*** Extracted information Section Begins ***

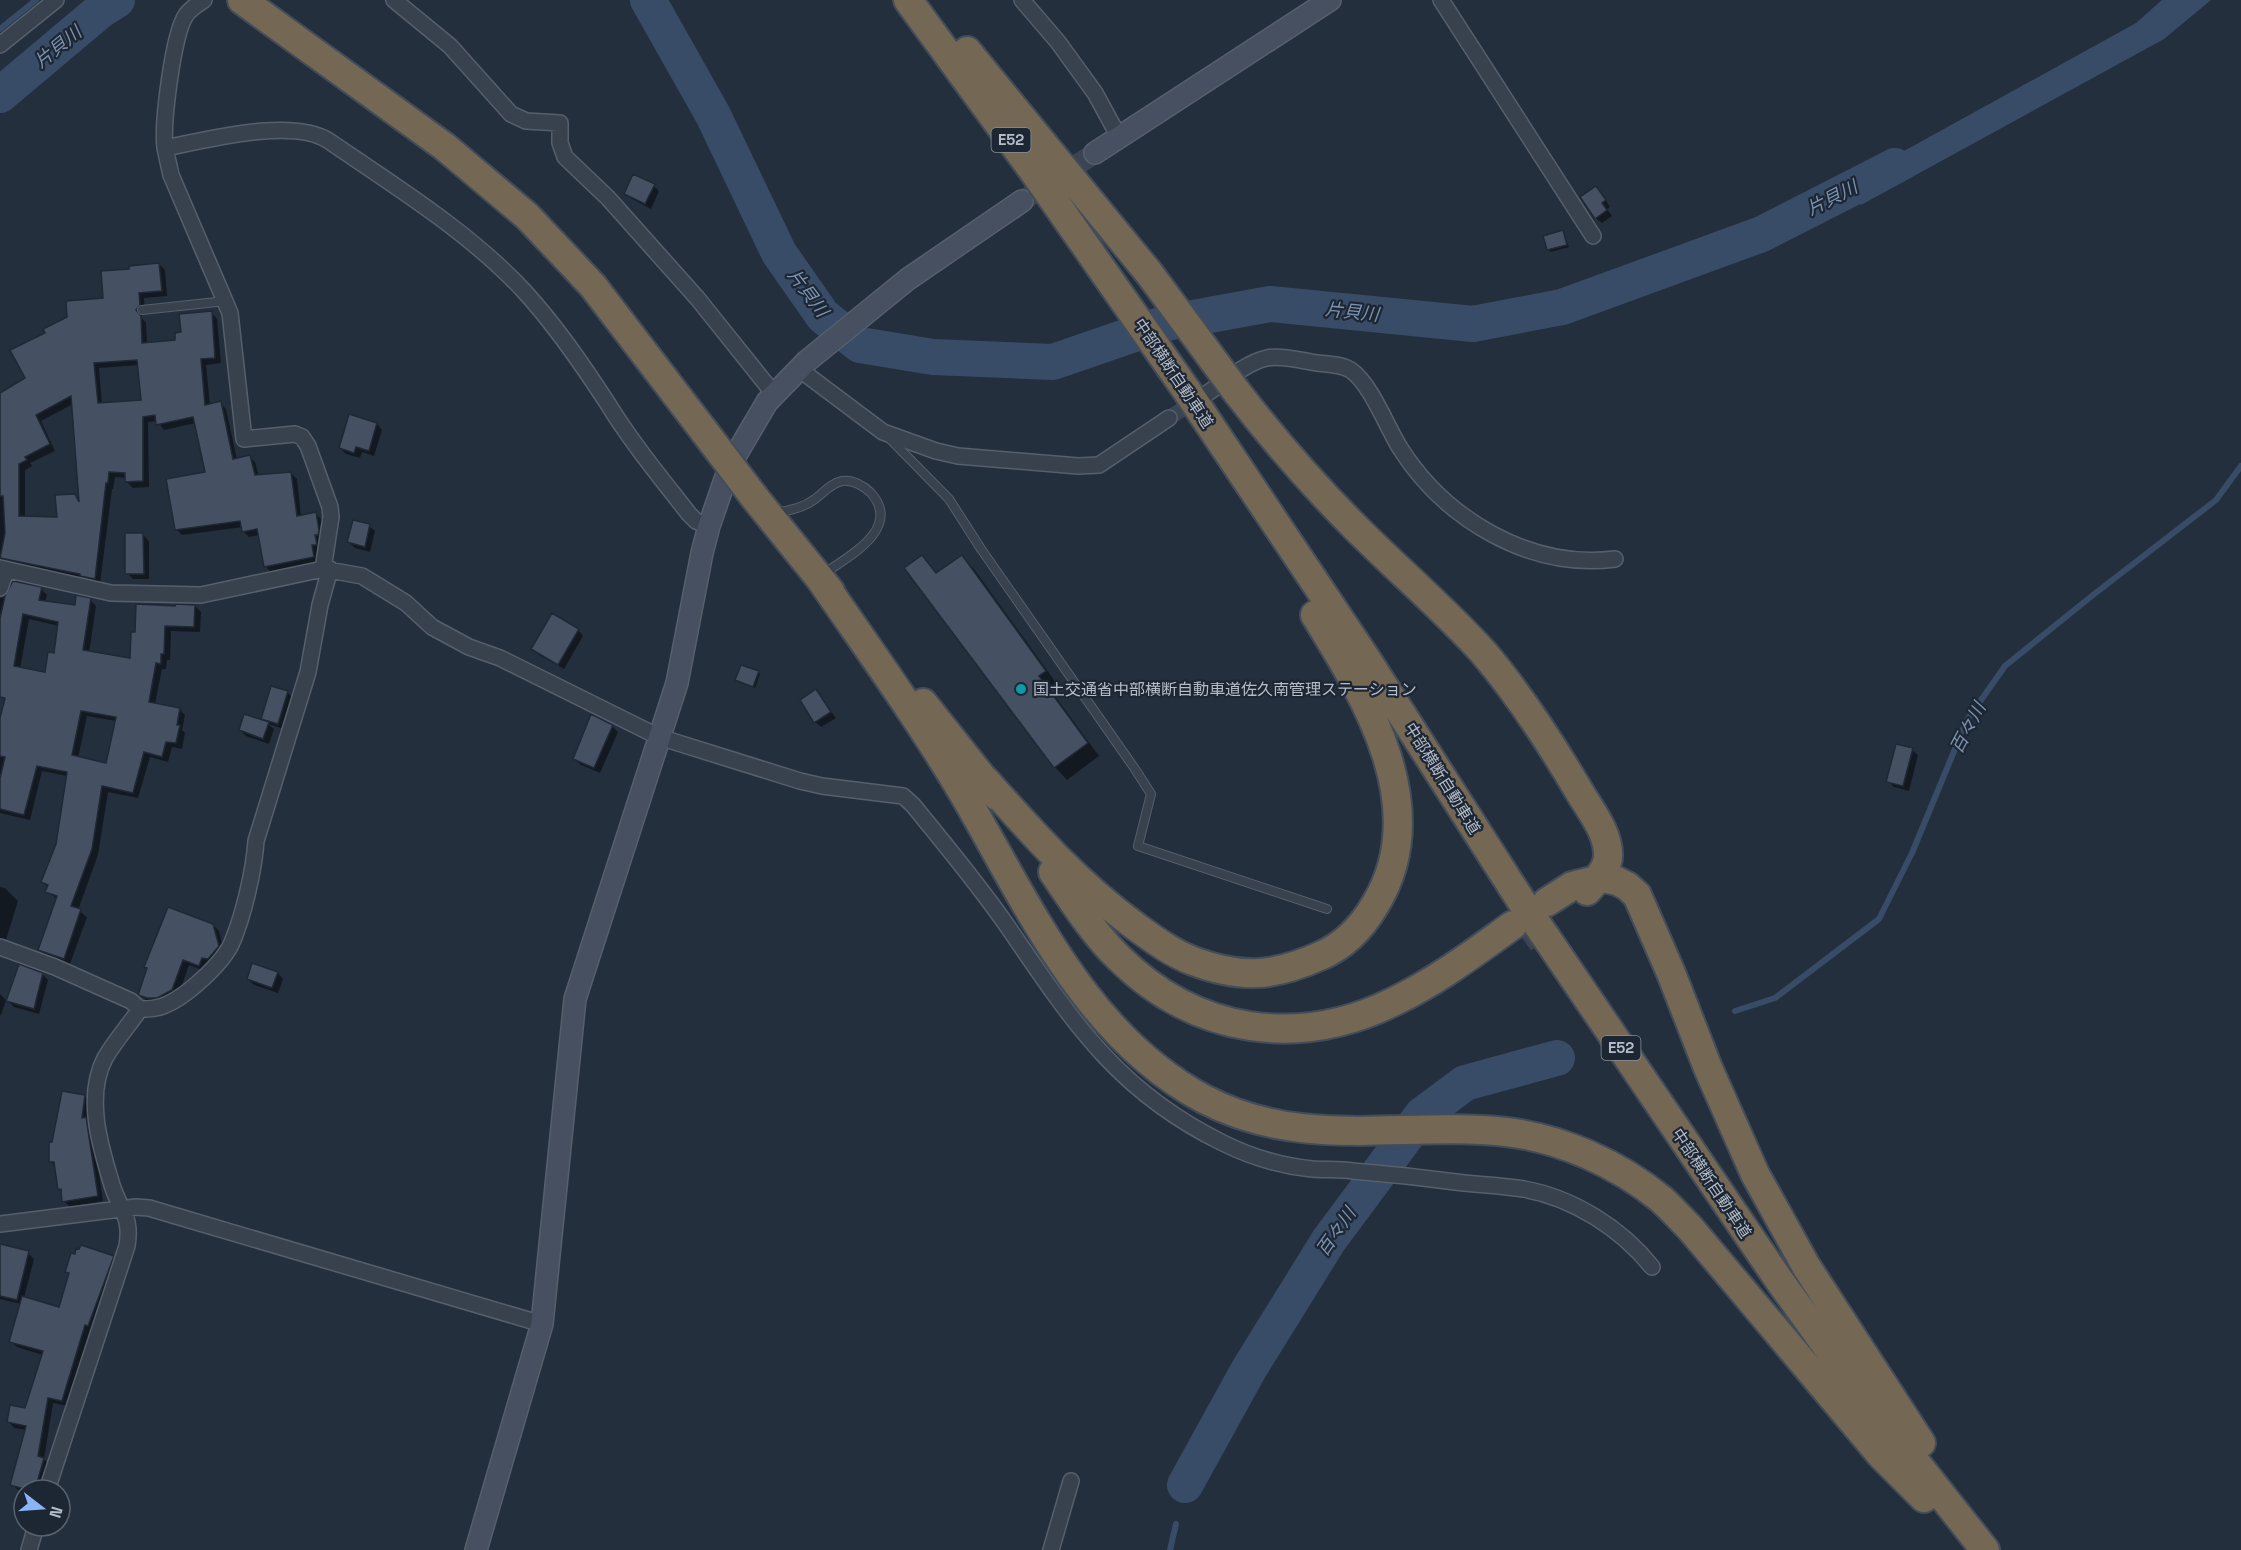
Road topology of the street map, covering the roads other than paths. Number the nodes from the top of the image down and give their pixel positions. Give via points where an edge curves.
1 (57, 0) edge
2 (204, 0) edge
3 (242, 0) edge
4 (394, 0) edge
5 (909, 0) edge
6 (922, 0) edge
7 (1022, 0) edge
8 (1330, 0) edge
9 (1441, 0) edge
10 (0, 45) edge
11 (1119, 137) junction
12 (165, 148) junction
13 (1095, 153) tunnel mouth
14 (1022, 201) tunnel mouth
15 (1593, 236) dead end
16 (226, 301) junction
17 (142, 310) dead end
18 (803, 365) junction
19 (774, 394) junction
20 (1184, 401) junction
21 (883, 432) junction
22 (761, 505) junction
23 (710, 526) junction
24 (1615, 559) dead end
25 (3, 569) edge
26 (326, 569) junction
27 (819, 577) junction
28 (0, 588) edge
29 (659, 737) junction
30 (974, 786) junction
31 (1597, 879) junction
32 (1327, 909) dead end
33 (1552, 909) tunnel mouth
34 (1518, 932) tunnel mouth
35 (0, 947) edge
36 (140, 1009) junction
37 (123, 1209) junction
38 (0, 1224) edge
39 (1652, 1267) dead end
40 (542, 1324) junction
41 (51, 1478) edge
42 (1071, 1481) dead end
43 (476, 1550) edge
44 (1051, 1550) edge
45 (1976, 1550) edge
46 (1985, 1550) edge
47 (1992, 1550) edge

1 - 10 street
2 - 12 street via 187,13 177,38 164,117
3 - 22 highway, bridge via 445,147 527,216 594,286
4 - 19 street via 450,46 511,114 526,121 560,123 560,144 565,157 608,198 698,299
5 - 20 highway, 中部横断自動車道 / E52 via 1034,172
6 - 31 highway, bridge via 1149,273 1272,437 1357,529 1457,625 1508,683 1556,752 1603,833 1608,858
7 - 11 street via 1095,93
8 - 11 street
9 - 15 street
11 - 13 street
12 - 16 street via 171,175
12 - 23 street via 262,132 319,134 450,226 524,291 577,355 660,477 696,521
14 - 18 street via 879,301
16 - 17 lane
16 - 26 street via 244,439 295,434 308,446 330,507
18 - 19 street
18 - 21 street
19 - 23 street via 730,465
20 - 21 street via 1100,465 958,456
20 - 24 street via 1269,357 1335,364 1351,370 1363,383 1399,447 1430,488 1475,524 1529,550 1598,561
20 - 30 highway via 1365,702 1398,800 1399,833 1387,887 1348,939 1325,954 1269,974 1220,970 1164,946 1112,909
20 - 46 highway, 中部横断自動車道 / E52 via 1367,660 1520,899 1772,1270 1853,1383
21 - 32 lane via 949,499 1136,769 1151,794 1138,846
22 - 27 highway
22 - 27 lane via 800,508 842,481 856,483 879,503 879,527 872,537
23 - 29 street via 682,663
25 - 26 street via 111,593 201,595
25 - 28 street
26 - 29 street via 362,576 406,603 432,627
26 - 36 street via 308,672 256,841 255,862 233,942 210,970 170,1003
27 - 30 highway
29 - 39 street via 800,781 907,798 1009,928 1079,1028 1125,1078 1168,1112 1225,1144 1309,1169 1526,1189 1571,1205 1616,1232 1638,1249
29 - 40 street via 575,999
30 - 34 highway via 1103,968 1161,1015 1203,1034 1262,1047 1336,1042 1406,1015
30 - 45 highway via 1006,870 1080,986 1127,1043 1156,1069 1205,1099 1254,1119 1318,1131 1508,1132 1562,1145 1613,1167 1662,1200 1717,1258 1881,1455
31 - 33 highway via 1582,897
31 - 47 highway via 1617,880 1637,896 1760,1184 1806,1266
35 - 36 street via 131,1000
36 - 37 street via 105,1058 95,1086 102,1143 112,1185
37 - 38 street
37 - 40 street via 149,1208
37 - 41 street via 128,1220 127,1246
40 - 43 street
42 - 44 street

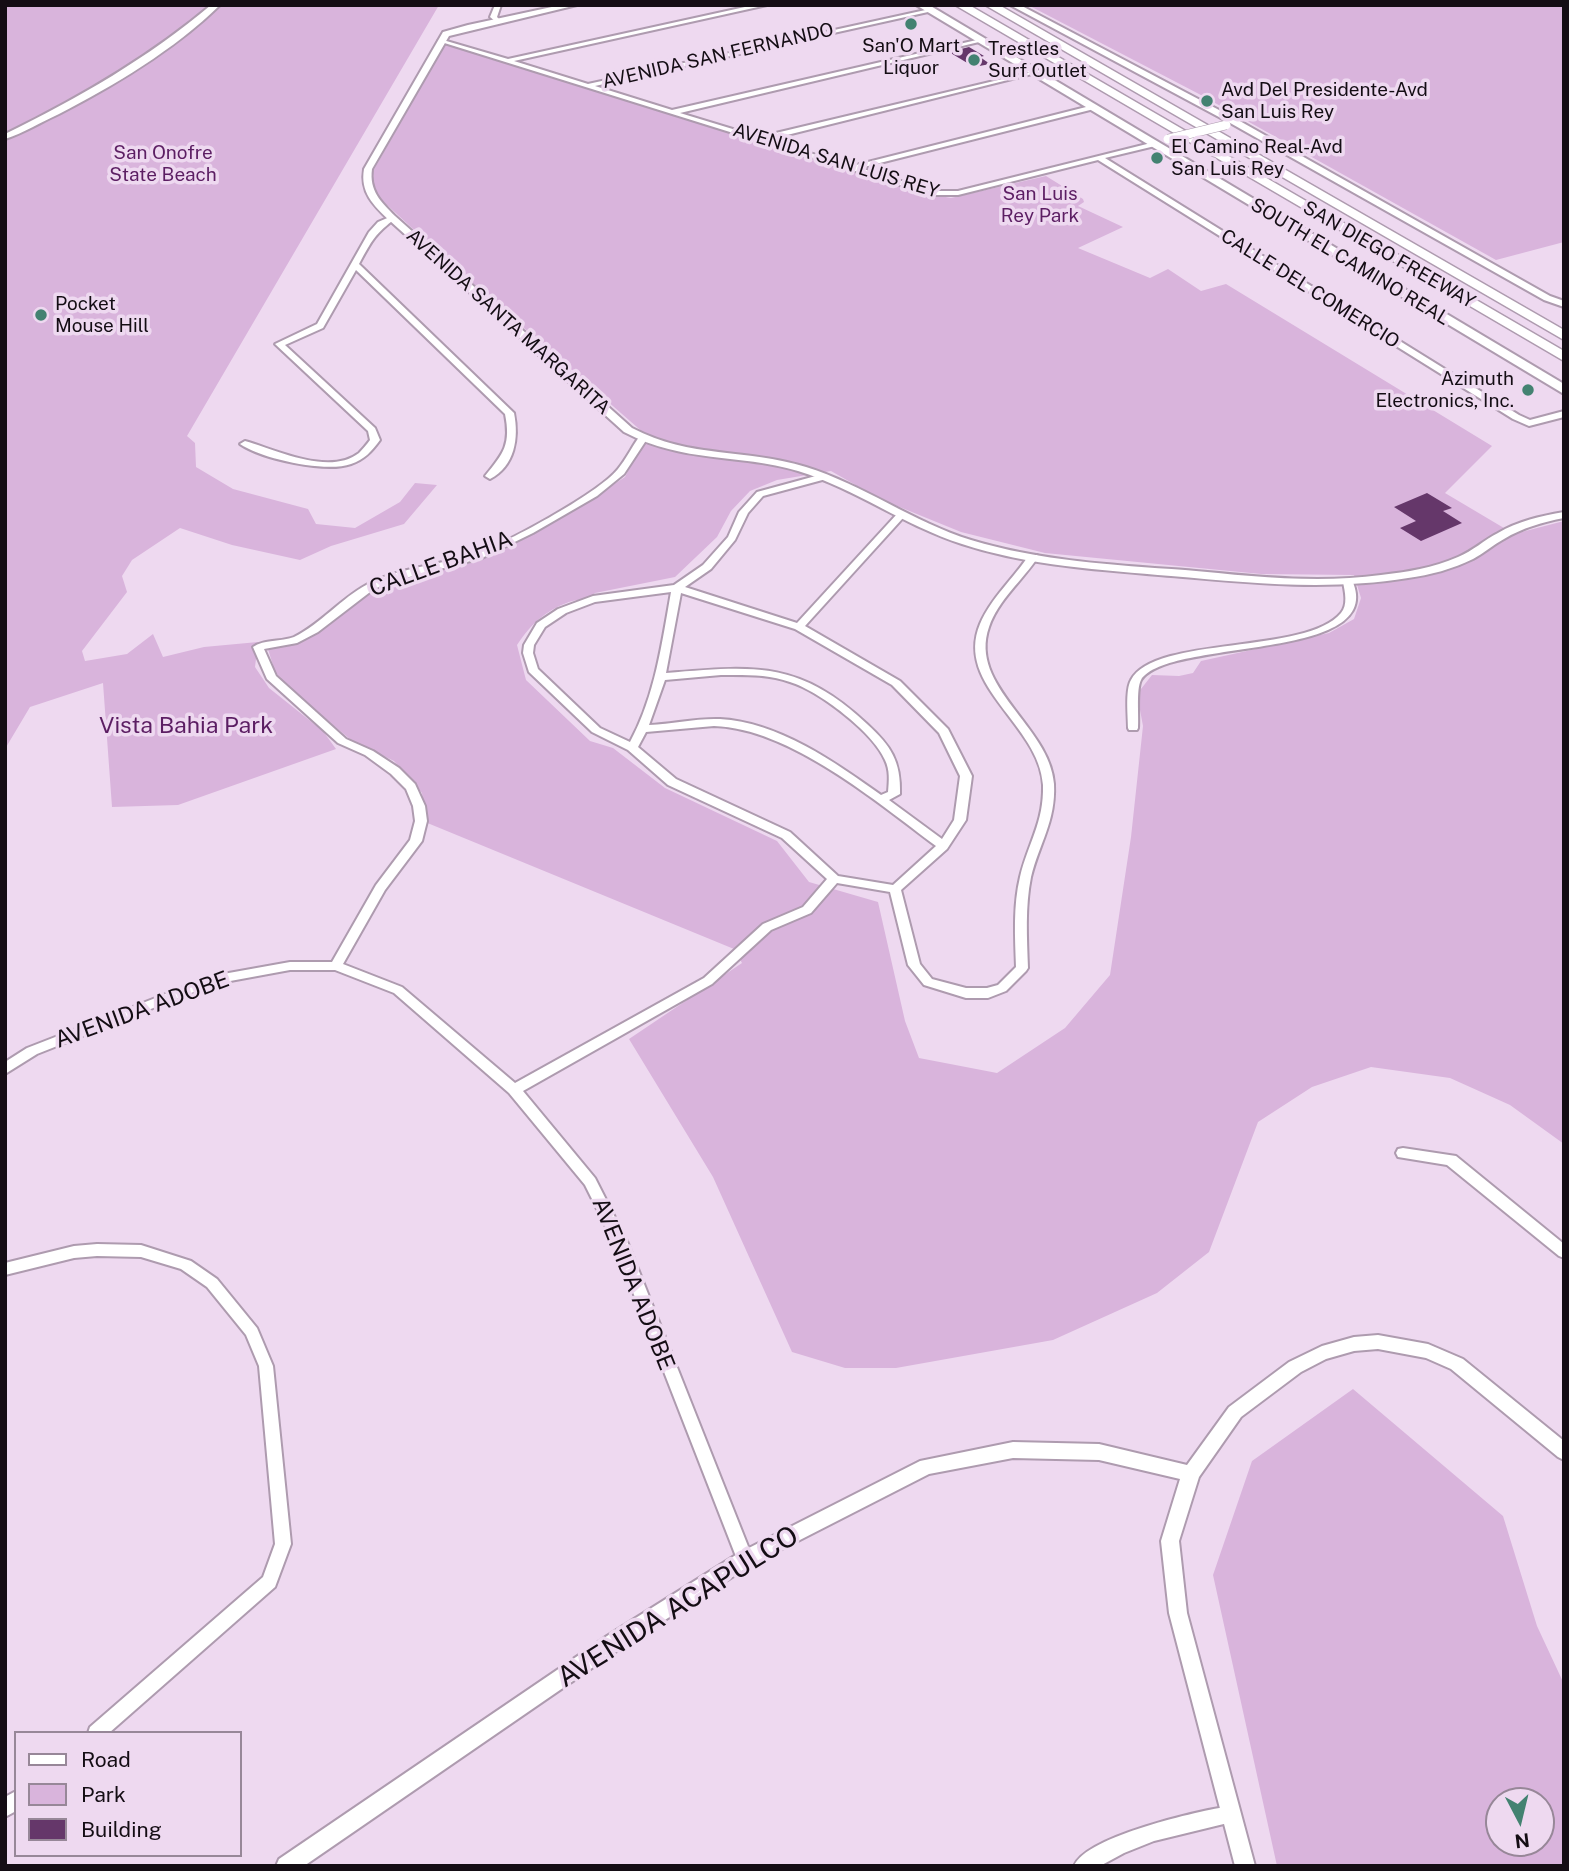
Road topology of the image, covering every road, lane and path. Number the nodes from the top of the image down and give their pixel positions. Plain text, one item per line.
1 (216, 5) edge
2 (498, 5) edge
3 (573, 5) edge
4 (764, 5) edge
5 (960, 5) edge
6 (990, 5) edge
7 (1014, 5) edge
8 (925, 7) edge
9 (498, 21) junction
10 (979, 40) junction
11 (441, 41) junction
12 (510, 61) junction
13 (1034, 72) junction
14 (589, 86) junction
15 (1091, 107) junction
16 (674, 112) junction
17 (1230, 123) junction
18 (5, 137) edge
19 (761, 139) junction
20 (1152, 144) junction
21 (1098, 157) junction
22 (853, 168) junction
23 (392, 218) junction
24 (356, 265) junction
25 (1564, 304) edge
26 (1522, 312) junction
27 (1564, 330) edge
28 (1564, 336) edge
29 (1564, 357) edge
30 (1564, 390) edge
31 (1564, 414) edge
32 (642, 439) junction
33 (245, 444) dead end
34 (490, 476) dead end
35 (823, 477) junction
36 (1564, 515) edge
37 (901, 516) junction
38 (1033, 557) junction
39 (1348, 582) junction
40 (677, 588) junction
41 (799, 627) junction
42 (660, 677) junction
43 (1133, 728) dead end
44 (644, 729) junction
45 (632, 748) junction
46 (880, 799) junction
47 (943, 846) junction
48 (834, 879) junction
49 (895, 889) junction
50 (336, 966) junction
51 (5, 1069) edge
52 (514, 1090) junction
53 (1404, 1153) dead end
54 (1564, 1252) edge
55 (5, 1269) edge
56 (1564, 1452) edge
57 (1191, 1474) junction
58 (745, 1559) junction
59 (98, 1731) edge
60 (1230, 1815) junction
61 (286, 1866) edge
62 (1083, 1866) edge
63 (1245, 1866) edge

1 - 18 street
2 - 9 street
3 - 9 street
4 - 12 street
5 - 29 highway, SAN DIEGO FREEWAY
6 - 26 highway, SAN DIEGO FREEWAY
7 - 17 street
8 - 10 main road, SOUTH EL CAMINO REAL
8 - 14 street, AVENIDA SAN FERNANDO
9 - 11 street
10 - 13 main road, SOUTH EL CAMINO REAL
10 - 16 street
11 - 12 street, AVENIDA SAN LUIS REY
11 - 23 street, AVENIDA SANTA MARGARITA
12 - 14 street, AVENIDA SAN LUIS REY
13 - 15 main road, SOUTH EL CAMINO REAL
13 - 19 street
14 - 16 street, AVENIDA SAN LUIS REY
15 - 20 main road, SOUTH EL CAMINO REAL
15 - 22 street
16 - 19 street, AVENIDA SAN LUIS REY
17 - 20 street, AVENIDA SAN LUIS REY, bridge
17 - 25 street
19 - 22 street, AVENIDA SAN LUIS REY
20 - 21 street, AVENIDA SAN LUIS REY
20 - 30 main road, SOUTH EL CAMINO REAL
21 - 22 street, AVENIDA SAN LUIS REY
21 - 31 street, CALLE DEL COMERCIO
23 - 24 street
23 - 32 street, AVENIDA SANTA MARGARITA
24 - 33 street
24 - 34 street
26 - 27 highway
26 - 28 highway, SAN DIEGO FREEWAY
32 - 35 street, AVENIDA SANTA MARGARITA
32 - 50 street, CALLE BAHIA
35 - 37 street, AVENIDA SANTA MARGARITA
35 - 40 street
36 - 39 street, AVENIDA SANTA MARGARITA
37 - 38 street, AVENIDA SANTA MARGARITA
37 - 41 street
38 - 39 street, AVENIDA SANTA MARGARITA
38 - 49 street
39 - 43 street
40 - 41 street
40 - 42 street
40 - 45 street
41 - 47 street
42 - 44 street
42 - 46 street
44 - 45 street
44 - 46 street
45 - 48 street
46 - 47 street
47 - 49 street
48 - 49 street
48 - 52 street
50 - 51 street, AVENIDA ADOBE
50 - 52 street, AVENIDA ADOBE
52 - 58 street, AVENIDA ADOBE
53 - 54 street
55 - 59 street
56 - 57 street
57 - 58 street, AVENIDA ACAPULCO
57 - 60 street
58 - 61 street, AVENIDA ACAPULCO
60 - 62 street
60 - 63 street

*** Extracted information Section Ends ***

● **Exercise description**
How many of the lines in the records above include the word "main"? State that number alone.

● **Expected answer**
5